D’altra parte, è ferma opinione che sia meglio affrontare una situazione sgradevole e cercare di risolverla piuttosto che evitarla: come si dovrebbe fare, peraltro, con il problema dell’alcol, del fumo o della droga sopratutto quando vengono coinvolti i ragazzi, ancora fragili emotivamente ed a volte influenzabili e terreno facile per chi sfrutta senza tanti riguardi queste situazioni decisamente pericolose e coinvolgenti. La fragilità minorile, è argomento senz’altro da tenere sott’occhio per insistere nella possibilità di studiare nuovi programmi rivolti alle famiglie affinché collaborino con la scuola o con gli educatori per controllare i ragazzi e, sopratutto, quello che “vedono sul web”, compresi i giochi ed i videogiochi special modo quelli violenti che, purtroppo, attirano l’attenzione come il miele per le mosche. Tra questi giochi rientrano le cosiddette challange fra le quali il meglio conosciuto ”Blue Whale” ed il gioco online blackout, o choking game che spinge addirittura a privarsi dell’ossigeno sino allo svenire.

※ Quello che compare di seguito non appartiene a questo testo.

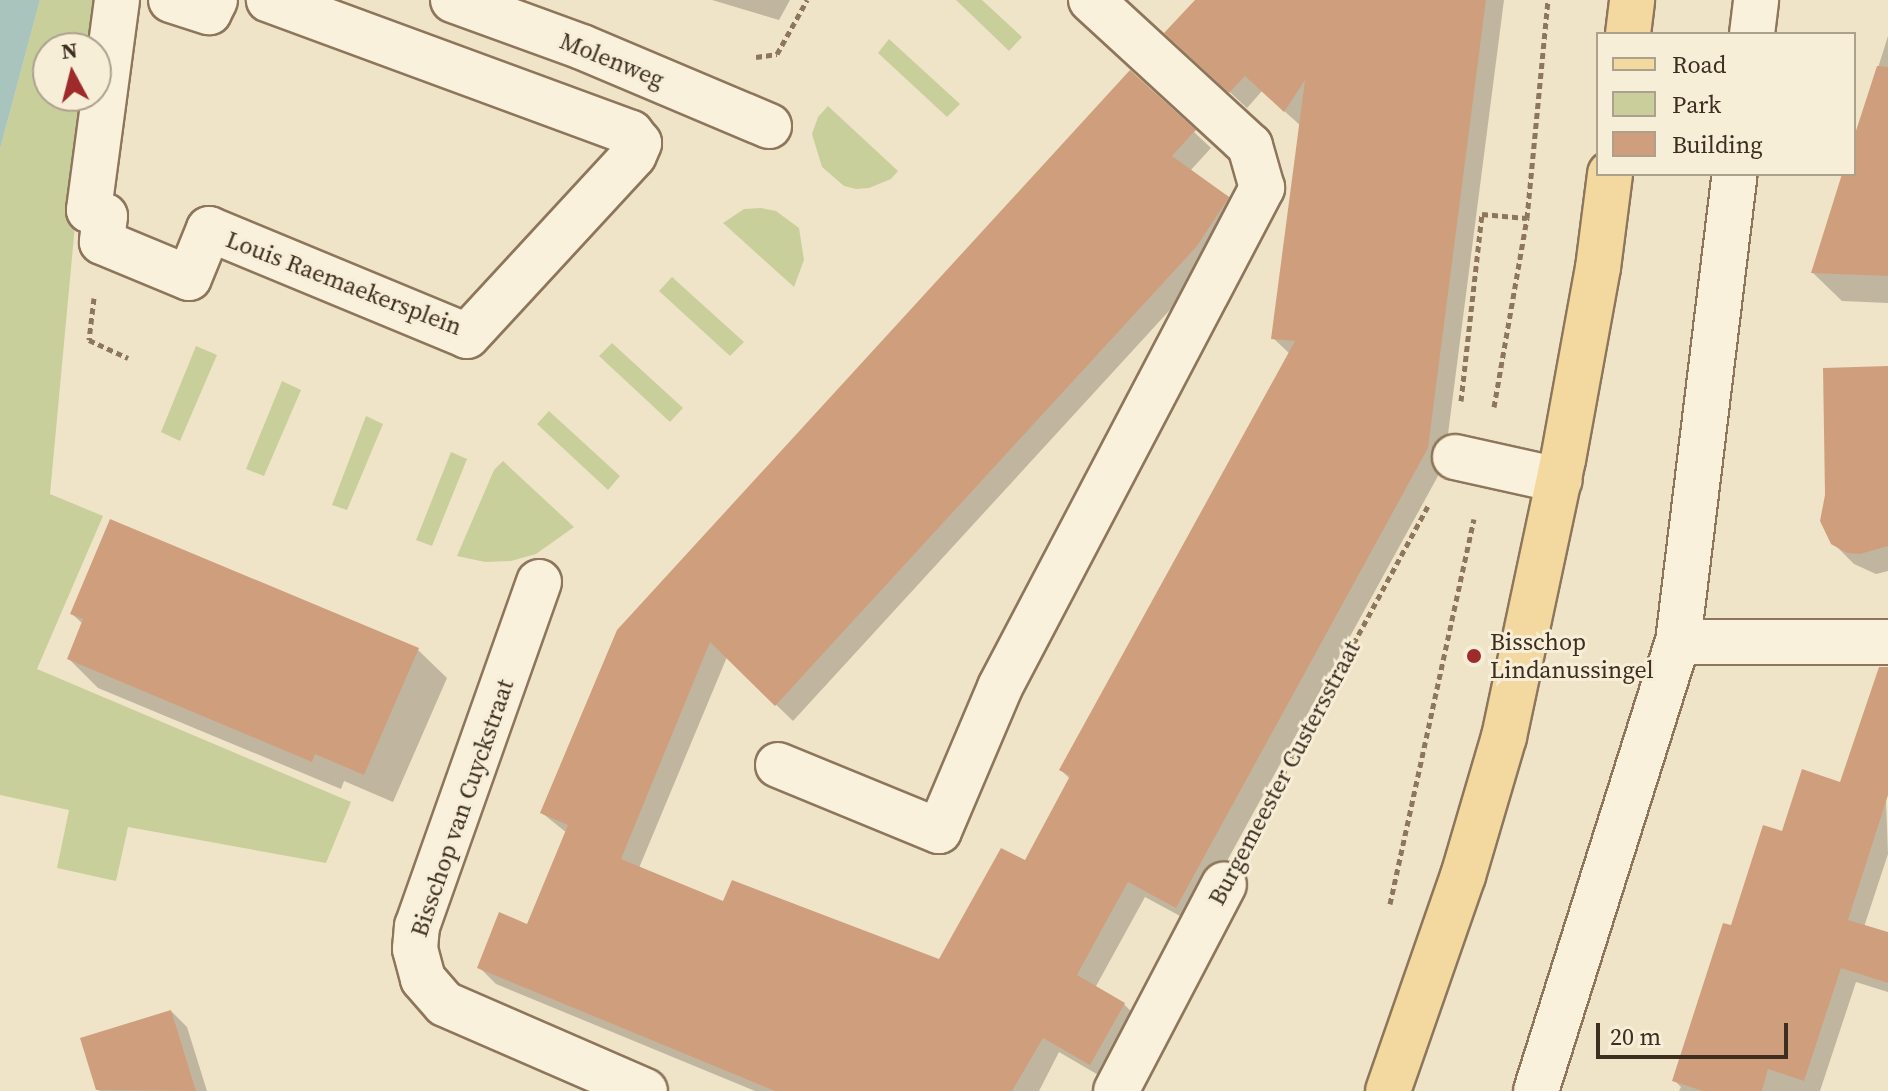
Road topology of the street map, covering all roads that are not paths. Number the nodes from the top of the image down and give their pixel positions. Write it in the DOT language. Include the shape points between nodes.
graph roads {
  1 [pos="117,0"];
  2 [pos="171,0"];
  3 [pos="215,0"];
  4 [pos="269,0"];
  5 [pos="453,0"];
  6 [pos="1091,0"];
  7 [pos="1632,0"];
  8 [pos="1756,0"];
  9 [pos="1628,32"];
  10 [pos="1752,32"];
  11 [pos="769,126"];
  12 [pos="1610,176"];
  13 [pos="1735,176"];
  14 [pos="1469,460"];
  15 [pos="1559,480"];
  16 [pos="539,582"];
  17 [pos="1678,642"];
  18 [pos="1888,642"];
  19 [pos="778,765"];
  20 [pos="1224,884"];
  21 [pos="645,1091"];
  22 [pos="1116,1091"];
  23 [pos="1388,1091"];
  24 [pos="1536,1091"];
  1 -- 4 [label="street, Louis Raemaekersplein" via="89,210 105,216 102,242 189,278 209,229 467,336 634,155 639,143 631,133"];
  2 -- 3 [label="street" via="209,12"];
  5 -- 11 [label="street, Molenweg" via="582,47"];
  6 -- 19 [label="street" via="1250,146 1262,188 1000,687 939,831"];
  7 -- 9 [label="main road"];
  8 -- 10 [label="street"];
  12 -- 15 [label="main road"];
  13 -- 17 [label="street"];
  14 -- 15 [label="street"];
  15 -- 23 [label="main road" via="1504,737 1463,876"];
  16 -- 21 [label="street, Bisschop van Cuyckstraat" via="417,926 415,949 423,979 445,1004"];
  17 -- 18 [label="street"];
  17 -- 24 [label="street"];
  20 -- 22 [label="street, Burgemeester Custersstraat"];
}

Sono sfide fatte in rete, lanciate da minori, che consistono nell’obbedire a comandi sempre più pericolosi. Si passa da atti di autolesionismo sino ad arrivare addirittura al suicidio: in pratica si “camuffano da giochi” atti e comportamenti estremamente pericolosi che riescono a condizionale la mente delle persone più vulnerabili. Uno scempio sotto tutti i punti di vista: chi impartisce gli ordini, chi purtroppo li esegue e sopratutto chi ha studiato questi percorsi e chi li “distribuisce”, naturalmente guadagnandoci. Se a tutta questa violenza via web, ci si aggiunge la solitudine con la quale parecchi giovani sono costretti a vivere e l’uso di sostanze stupefacenti e di alcol si arriva ad avere una percezione fortemente alterata della realtà ed evidentemente non ci si trova in presenza né di un gioco, né di un videogioco. E per completare questo scenario piuttosto nefasto si deve specificare che i ragazzi che consultano videogiochi o giochi violenti sono purtroppo “destinatari” di paure e di incertezze ed assorbono a loro volta comportamenti estremamente aggressivi con conseguenze negative anche a livello di apprendimento.

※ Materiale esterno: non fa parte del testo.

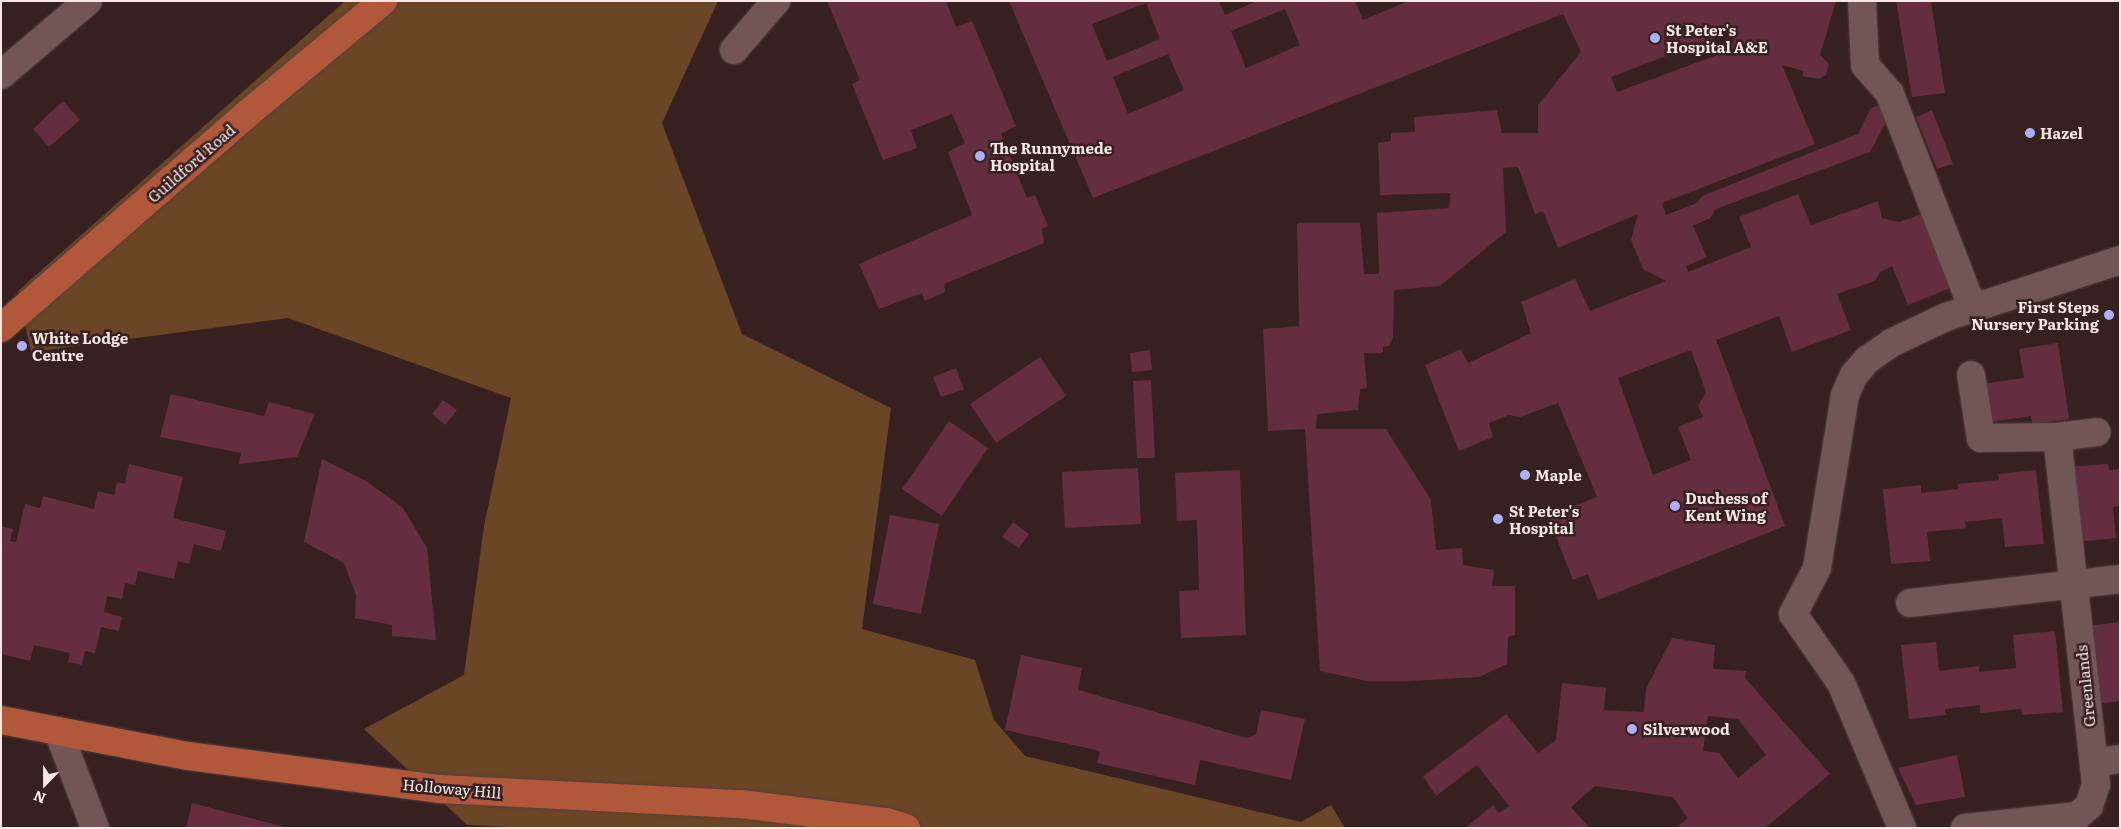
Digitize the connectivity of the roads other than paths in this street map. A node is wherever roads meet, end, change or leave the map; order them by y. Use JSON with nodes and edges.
{"nodes":[{"id":1,"x":88,"y":1,"type":"edge"},
{"id":2,"x":383,"y":1,"type":"edge"},
{"id":3,"x":776,"y":1,"type":"edge"},
{"id":4,"x":1862,"y":1,"type":"edge"},
{"id":5,"x":734,"y":50,"type":"dead end"},
{"id":6,"x":1,"y":76,"type":"edge"},
{"id":7,"x":2120,"y":260,"type":"edge"},
{"id":8,"x":1973,"y":308,"type":"junction"},
{"id":9,"x":1,"y":328,"type":"edge"},
{"id":10,"x":1971,"y":375,"type":"dead end"},
{"id":11,"x":2097,"y":432,"type":"dead end"},
{"id":12,"x":2057,"y":437,"type":"junction"},
{"id":13,"x":2120,"y":579,"type":"edge"},
{"id":14,"x":2074,"y":584,"type":"junction"},
{"id":15,"x":1910,"y":603,"type":"dead end"},
{"id":16,"x":1,"y":720,"type":"edge"},
{"id":17,"x":58,"y":731,"type":"junction"},
{"id":18,"x":2107,"y":761,"type":"edge"},
{"id":19,"x":95,"y":828,"type":"edge"},
{"id":20,"x":906,"y":828,"type":"edge"},
{"id":21,"x":1902,"y":828,"type":"edge"},
{"id":22,"x":1965,"y":828,"type":"edge"}],
"edges":[{"from":1,"to":6,"type":"street"},
{"from":2,"to":9,"type":"main road","name":"Guildford Road"},
{"from":3,"to":5,"type":"street"},
{"from":4,"to":8,"type":"street"},
{"from":7,"to":8,"type":"street"},
{"from":8,"to":21,"type":"street"},
{"from":10,"to":12,"type":"street"},
{"from":11,"to":12,"type":"street"},
{"from":12,"to":14,"type":"street","name":"Greenlands"},
{"from":13,"to":14,"type":"street"},
{"from":14,"to":15,"type":"street"},
{"from":14,"to":18,"type":"street","name":"Greenlands"},
{"from":16,"to":17,"type":"main road","name":"Holloway Hill"},
{"from":17,"to":19,"type":"street"},
{"from":17,"to":20,"type":"main road","name":"Holloway Hill"},
{"from":18,"to":22,"type":"street","name":"Greenlands"}]}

Non bisogna dimenticare un discorso generalizzato: i ragazzi oggi sono sottoposti a tante pressioni che sino a qualche anno fa non esistevano con tanti interessi per tenerli occupati dopo la scuola con lo sport ed altre attività artistiche come ginnastica o danza od altro. Quindi la giornata risulta pienissima per “uomini e donne in sviluppo” di impegni di svariato genere ed è evidente che i nostri ragazzi avrebbero anche il diritto al gioco ed all’intrattenimento: qui sta il compito della famiglia e degli educatori di suggerire quelli più giusti e congegnali. E visto che oggi è evidente che la gioventù è nata e cresciuta con il cellulare in mano e con il web a disposizione le loro scelte siano orientate in quella direzione. Far scegliere loro e consigliare i prodotti più idonei alla loro crescita sta diventando più che indispensabile: in rete c’è di tutto e bisogna orientare le loro scelte sui giochi online o videogiochi che possano intrattenere, coinvolgere, divertire senza rischiare di cadere nella rete della soggiogazione o di una eventuale ludopatia.

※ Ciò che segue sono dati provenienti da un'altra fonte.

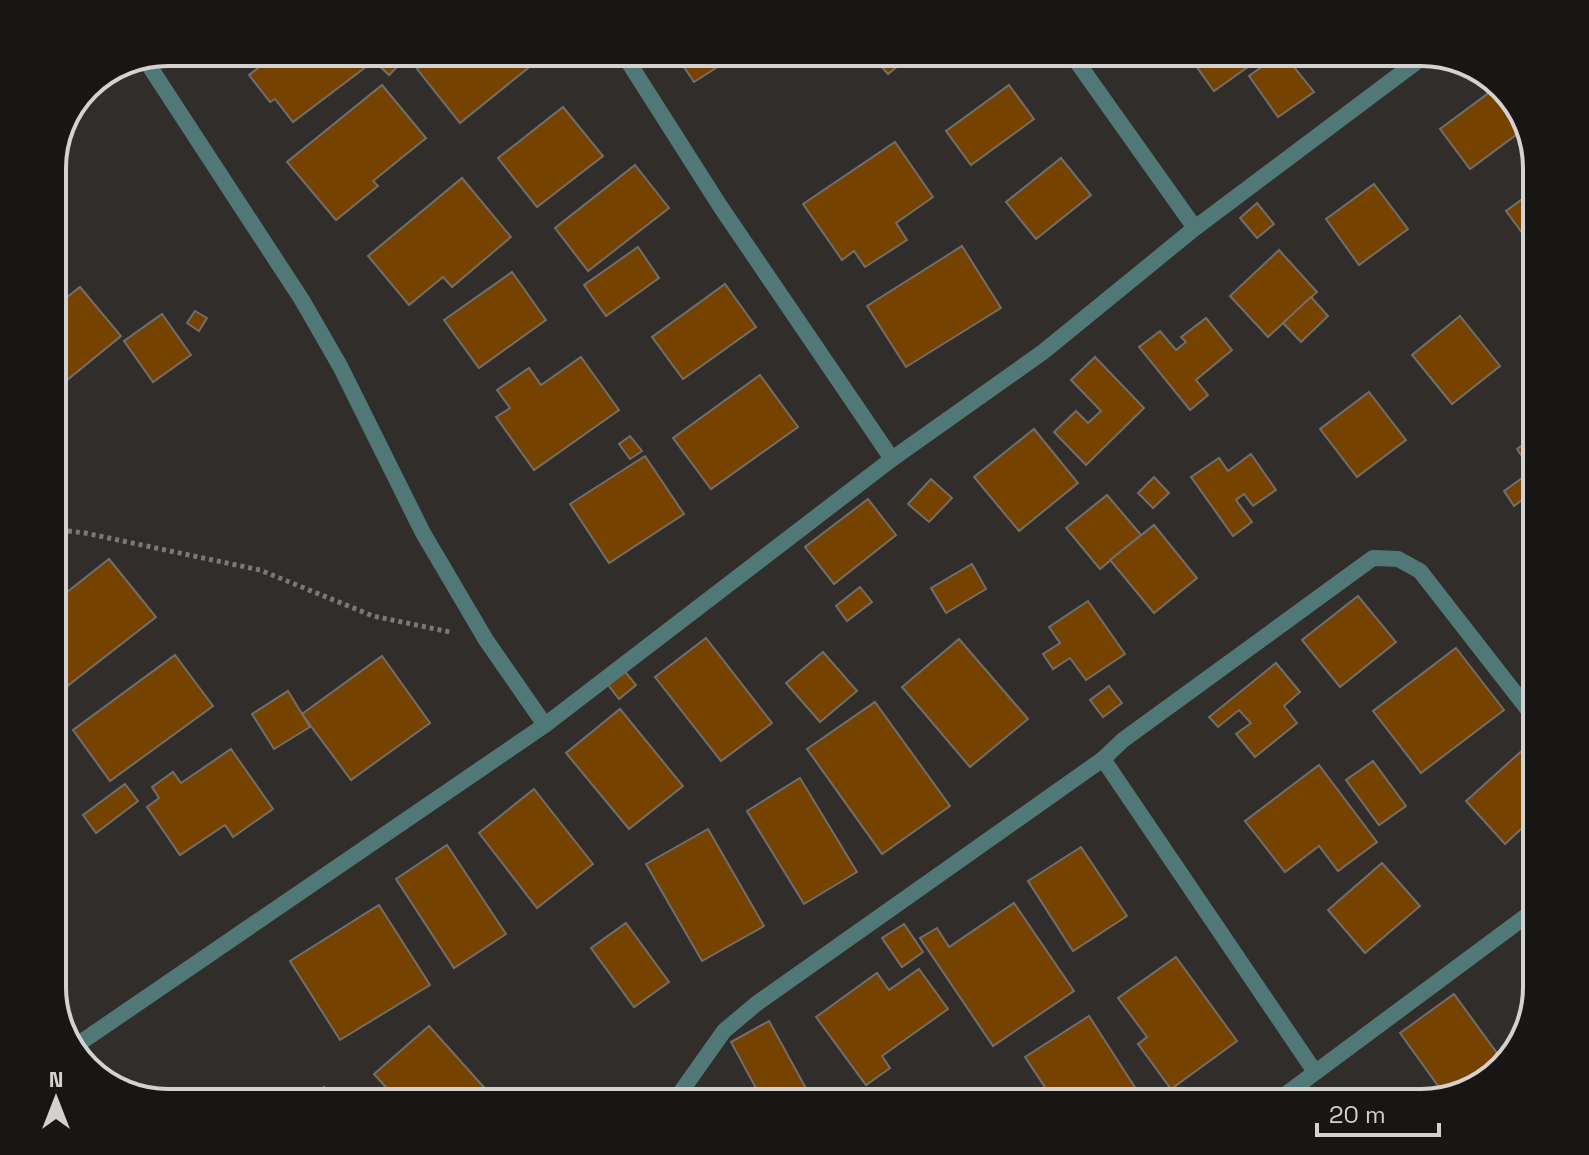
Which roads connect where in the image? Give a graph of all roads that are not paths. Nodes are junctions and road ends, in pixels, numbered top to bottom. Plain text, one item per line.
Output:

Estrema attenzione ai ragazzi, quindi, ed all’uso che essi fanno del web poiché la stessa rete è diventato uno strumento attraverso il quale qualcuno porta avanti condotte pericolose come per esempio il bullismo, e quindi il cyber-bullismo di cui si sente spesso parlare, ma che meriterebbe di essere affrontato in altro articolo. Ma si deve riflettere anche sui troppi reati sessuali commessi via web: da qui il suggerimento di controllare ed educare al suo corretto uso e sopratutto sensibilizzare sui rischi che lo stesso nasconde, ivi compresi i giochi od i videogiochi di cui si è già scritto. Però, in tutta onestà, come si fa a “passare per gioco o videogioco” un prodotto che spinge al suicidio? Ci deve essere qualcosa nella distribuzione o nel controllo di tali proposte di gioco che chiaramente non funziona! Ma, facendo attenzione estrema, si deve guardare a quanto di positivo può offrire la rete per i giovani e come può farli crescere con la tempistica della quale hanno necessità.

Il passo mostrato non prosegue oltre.